Assignment
Your response should reproduce every line of the entries that contains the word "roads".

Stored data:

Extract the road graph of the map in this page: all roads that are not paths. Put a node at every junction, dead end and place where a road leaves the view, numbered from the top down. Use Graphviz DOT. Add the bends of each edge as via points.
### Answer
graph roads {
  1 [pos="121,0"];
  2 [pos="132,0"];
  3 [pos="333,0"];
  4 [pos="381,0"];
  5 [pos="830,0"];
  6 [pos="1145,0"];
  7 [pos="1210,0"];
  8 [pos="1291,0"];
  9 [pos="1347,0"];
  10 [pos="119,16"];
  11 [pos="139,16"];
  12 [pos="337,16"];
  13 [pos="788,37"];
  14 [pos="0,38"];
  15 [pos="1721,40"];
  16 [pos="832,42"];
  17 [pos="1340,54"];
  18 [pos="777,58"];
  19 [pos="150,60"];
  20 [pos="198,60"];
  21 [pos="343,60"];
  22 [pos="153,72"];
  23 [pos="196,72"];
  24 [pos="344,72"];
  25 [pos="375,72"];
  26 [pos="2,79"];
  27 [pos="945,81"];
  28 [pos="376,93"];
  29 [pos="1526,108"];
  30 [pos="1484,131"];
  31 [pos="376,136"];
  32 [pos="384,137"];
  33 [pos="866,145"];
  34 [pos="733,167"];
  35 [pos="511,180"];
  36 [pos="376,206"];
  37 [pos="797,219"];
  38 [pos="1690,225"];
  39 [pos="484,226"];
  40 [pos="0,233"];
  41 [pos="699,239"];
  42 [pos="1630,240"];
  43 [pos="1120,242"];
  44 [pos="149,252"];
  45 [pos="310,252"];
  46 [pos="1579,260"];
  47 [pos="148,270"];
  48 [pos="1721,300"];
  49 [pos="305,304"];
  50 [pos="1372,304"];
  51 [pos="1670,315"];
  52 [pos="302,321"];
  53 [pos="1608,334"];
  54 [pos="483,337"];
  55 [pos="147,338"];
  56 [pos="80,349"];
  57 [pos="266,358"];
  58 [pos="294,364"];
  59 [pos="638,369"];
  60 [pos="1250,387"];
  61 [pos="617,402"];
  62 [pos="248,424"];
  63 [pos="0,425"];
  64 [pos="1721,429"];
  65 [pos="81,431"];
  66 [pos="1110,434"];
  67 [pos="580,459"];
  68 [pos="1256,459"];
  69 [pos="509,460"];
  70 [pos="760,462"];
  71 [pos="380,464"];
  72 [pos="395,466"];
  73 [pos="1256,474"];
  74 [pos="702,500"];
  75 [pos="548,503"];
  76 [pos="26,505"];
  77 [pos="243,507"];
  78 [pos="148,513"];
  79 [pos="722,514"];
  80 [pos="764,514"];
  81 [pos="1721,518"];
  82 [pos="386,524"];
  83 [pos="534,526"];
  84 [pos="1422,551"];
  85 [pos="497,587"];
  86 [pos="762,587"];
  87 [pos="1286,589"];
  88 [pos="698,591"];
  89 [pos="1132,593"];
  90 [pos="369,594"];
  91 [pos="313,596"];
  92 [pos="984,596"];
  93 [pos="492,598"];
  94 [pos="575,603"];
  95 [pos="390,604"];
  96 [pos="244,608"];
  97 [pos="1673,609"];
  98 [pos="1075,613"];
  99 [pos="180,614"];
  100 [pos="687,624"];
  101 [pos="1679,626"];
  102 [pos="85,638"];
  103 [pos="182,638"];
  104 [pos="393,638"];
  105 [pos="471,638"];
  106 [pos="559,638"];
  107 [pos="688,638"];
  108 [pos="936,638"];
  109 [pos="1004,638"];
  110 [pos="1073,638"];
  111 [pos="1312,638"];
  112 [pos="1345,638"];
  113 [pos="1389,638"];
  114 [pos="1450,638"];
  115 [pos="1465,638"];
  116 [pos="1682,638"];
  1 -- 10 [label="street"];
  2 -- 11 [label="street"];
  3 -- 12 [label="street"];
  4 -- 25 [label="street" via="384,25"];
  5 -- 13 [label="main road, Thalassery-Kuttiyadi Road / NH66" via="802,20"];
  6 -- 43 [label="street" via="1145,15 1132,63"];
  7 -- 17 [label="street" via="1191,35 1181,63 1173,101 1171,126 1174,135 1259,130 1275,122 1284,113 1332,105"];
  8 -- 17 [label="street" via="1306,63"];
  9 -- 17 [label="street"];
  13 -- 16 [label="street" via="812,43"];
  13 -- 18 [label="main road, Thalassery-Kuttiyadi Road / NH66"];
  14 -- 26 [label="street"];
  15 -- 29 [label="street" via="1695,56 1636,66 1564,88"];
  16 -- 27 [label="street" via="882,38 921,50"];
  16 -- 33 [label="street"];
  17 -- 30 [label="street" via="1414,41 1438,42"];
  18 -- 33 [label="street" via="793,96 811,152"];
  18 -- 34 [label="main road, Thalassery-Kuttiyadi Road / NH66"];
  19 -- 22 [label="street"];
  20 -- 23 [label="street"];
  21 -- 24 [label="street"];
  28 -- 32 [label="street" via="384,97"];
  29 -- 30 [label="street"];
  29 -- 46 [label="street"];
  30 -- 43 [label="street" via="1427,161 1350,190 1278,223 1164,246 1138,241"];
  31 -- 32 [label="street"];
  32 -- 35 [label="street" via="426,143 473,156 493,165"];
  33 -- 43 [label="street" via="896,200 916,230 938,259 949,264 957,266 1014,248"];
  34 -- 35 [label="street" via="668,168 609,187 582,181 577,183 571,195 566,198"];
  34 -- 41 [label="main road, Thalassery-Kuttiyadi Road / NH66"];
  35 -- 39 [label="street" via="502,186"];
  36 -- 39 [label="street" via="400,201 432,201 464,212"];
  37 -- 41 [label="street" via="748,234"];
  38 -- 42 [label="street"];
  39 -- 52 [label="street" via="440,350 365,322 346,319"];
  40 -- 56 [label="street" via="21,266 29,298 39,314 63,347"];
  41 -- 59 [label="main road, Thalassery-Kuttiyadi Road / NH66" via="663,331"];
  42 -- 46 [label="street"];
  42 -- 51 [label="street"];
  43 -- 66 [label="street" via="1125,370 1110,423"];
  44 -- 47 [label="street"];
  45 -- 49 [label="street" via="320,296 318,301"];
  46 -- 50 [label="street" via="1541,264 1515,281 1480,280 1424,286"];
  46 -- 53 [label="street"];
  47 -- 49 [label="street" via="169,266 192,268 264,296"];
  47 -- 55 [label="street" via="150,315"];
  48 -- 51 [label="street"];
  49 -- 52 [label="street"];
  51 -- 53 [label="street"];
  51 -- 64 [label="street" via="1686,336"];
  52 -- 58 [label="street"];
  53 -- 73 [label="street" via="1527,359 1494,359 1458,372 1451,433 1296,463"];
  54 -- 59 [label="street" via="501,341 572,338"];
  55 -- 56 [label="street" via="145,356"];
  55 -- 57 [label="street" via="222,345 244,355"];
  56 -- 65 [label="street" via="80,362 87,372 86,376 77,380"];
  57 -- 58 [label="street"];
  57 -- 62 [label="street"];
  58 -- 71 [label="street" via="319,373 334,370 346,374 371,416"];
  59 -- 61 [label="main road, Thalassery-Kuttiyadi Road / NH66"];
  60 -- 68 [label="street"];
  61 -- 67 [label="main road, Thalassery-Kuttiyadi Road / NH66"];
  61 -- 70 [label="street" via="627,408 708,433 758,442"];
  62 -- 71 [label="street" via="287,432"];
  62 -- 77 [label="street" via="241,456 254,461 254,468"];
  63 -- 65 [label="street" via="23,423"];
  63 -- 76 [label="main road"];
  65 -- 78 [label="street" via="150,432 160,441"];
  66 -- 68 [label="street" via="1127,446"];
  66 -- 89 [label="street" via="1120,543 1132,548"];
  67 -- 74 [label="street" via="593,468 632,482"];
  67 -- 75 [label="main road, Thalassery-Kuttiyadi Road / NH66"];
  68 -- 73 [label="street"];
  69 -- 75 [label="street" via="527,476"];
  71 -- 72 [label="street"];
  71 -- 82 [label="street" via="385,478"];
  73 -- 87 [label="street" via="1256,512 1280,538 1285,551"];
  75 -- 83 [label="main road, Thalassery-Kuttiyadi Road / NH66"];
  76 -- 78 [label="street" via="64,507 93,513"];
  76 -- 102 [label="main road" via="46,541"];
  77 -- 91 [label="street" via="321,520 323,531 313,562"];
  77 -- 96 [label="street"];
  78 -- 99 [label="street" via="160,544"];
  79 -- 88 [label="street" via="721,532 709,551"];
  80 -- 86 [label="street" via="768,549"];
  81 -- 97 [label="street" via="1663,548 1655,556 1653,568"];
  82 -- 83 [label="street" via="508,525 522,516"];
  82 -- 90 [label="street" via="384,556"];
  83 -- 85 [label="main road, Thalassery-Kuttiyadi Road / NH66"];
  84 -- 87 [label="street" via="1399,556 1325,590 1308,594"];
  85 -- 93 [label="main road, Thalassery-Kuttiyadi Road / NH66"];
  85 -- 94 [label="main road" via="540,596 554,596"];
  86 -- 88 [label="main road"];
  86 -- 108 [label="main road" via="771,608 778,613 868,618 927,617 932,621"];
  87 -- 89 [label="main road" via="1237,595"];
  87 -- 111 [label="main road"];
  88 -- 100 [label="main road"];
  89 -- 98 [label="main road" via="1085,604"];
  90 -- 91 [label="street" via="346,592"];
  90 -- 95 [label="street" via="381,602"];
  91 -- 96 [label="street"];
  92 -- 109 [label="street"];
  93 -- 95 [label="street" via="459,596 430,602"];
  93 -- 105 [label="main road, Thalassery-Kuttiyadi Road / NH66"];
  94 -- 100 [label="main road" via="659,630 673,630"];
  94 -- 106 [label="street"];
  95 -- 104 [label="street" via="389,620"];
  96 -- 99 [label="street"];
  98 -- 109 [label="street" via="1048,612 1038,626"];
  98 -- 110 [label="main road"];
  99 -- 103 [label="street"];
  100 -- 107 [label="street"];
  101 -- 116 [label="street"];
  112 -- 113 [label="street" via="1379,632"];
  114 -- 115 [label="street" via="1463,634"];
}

Answer section
Extract the road graph of the map in this page: all roads that are not paths. Put a node at every junction, dead end and place where a road leaves the view, numbered from the top down. Use Graphviz DOT. Add the bends of each edge as via points.
graph roads {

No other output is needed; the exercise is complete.